The shrinkage is desirable not only because it shares information across predictors (as expressed by the hierarchical prior) but also because it rationally helps control for false alarms in declaring that a predictor has a nonzero regression coefficient. As the example in Figure 18.11 showed, when there are many candidate predictors, some of them may spuriously appear to have credibly nonzero regression coefficients even when their true coefficients are zero. This sort of false alarm is unavoidable because data are randomly sampled, and there will be occasional coincidences of data that are unrepresentative. By letting each regression coefficient be informed by the other predictors, the coefficients are less likely to be spuriously distorted by a rogue sample.

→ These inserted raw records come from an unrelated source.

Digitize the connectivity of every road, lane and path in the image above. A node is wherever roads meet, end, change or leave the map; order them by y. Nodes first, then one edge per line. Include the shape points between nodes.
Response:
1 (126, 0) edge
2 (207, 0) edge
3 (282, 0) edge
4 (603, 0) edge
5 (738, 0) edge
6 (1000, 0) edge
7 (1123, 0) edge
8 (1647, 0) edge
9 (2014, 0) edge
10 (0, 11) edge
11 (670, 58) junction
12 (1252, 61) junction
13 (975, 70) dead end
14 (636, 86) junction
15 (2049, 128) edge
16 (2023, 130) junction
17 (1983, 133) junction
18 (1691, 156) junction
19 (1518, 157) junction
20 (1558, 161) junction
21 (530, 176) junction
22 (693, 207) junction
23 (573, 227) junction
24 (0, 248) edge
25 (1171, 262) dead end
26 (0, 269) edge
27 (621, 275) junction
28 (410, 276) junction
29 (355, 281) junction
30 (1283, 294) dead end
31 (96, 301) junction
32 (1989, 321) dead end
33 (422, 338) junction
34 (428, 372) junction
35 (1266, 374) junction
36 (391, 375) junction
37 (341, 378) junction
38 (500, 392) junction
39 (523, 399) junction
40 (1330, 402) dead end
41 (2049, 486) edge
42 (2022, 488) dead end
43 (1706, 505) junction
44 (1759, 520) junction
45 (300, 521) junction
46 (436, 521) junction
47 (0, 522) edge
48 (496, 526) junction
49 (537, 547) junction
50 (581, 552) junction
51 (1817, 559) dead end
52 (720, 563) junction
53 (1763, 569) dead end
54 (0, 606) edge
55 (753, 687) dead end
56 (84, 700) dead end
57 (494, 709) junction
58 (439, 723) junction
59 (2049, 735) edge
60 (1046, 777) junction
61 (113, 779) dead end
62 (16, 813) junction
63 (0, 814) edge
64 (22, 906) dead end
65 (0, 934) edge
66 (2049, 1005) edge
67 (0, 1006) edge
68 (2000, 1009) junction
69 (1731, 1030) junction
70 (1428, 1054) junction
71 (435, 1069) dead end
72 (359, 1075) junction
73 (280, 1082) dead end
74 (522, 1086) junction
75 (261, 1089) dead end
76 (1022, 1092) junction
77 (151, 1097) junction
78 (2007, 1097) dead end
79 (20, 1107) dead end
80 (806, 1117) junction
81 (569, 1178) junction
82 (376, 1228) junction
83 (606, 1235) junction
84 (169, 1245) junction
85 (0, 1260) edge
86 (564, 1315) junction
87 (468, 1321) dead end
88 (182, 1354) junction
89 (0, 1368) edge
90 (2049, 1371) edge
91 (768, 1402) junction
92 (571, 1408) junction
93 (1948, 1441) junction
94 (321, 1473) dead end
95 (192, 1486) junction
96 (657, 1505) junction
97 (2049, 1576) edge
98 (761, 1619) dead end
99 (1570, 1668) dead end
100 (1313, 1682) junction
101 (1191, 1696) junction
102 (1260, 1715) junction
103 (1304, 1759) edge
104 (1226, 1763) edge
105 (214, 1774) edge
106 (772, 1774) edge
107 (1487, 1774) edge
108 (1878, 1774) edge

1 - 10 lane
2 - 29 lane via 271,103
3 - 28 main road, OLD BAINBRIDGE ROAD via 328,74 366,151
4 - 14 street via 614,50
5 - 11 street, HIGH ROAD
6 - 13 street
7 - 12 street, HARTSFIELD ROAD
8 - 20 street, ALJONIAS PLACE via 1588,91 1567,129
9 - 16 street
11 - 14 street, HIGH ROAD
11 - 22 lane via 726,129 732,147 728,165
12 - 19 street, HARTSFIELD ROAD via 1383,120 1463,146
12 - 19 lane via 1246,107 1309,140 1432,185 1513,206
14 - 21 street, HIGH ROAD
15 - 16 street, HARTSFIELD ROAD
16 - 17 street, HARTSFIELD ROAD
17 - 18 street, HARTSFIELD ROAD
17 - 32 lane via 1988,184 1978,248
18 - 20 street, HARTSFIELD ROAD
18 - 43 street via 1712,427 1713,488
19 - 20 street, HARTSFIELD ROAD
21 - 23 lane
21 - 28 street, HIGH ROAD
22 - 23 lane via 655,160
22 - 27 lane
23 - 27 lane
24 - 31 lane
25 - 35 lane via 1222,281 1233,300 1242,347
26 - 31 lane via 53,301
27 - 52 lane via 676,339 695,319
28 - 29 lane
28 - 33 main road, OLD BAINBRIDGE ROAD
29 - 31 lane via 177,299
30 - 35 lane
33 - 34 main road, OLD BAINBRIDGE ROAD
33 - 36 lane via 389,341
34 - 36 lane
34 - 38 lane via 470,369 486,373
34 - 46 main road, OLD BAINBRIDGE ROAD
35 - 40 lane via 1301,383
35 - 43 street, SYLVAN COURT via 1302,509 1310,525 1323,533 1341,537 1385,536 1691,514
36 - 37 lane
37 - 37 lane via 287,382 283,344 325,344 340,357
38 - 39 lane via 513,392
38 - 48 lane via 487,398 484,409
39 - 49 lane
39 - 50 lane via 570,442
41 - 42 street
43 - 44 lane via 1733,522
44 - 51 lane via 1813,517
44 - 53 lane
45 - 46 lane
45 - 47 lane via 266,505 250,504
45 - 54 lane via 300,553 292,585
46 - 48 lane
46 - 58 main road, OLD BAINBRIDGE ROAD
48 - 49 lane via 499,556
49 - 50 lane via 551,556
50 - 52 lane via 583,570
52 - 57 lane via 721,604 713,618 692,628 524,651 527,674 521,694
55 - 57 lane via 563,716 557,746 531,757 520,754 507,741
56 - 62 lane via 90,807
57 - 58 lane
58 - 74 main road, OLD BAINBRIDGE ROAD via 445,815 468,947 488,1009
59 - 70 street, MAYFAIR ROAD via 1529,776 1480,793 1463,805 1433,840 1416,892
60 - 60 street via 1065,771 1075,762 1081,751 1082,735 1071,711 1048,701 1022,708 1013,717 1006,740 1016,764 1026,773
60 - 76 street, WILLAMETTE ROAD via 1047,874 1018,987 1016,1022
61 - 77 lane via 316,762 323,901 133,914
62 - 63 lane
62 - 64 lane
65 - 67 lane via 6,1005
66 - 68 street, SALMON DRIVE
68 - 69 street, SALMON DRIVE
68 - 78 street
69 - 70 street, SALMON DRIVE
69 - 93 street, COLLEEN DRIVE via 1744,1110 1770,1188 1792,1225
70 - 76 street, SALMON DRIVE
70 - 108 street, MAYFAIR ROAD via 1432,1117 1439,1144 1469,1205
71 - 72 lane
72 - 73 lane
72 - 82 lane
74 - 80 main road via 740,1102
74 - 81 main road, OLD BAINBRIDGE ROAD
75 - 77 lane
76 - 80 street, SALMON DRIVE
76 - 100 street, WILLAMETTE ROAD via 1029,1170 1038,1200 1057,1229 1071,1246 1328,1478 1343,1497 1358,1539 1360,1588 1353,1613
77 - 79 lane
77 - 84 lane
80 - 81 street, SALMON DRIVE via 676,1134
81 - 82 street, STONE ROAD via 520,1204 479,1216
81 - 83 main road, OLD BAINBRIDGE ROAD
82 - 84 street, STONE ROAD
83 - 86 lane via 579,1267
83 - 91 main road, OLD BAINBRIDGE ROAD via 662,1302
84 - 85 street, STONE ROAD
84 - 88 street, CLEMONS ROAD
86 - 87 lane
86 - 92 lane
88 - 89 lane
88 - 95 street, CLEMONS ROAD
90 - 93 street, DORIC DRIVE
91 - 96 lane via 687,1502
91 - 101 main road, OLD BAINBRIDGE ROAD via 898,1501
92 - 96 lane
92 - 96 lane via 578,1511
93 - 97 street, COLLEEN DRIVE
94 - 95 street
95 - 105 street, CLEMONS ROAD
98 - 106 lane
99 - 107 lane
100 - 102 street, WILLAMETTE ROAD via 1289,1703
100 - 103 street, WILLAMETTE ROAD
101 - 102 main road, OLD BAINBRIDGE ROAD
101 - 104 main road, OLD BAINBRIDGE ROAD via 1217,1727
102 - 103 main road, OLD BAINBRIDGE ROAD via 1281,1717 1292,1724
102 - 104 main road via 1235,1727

Finally, notice in Figure 18.12 that the marginal posterior distributions on many of the regression coefficients are (upside-down) funnel shaped, each with a pointy peak near zero and long concave tails, like this: . You can imagine that the posterior distribution from the nonshrinkage model, which is gently rounded at its peak, was pinched at a point on its top edge and lifted over toward zero, like a mommy cat carrying a kitten by the scruff of its neck back to its bed. A funnel shape is characteristic of a posterior distribution experiencing strong shrinkage. (We have previously seen examples of this, for example way back in Figure 9.10, p. 243. Another example is shown in Exercise 19.1.) If a marginal posterior distribution is displayed only by a dot at its central tendency and a segment for its HDI, without a profile for its shape, then this signature of shrinkage is missed.

18.4 Variable selection

The motivation of the previous section was an assumption that many predictors might have weak predictive value relative to the noise in the data, and therefore, shrinkage would be appropriate to stabilize the estimates. In some applications, it may be theoretically meaningful to suppose that a predictor has literally zero predictive value. In this case, the issue is not estimating a presumed weak predictiveness relative to noise; instead, the issue is deciding whether there is any predictiveness at all. This is almost antithetical to including the predictor in the first place, because including it means that we had some prior belief that the predictor was relevant. Nevertheless, we might want to estimate the credibility that the predictor should be included, in combination with various subsets of other predictors. Deciding which predictors to include is often called variable selection.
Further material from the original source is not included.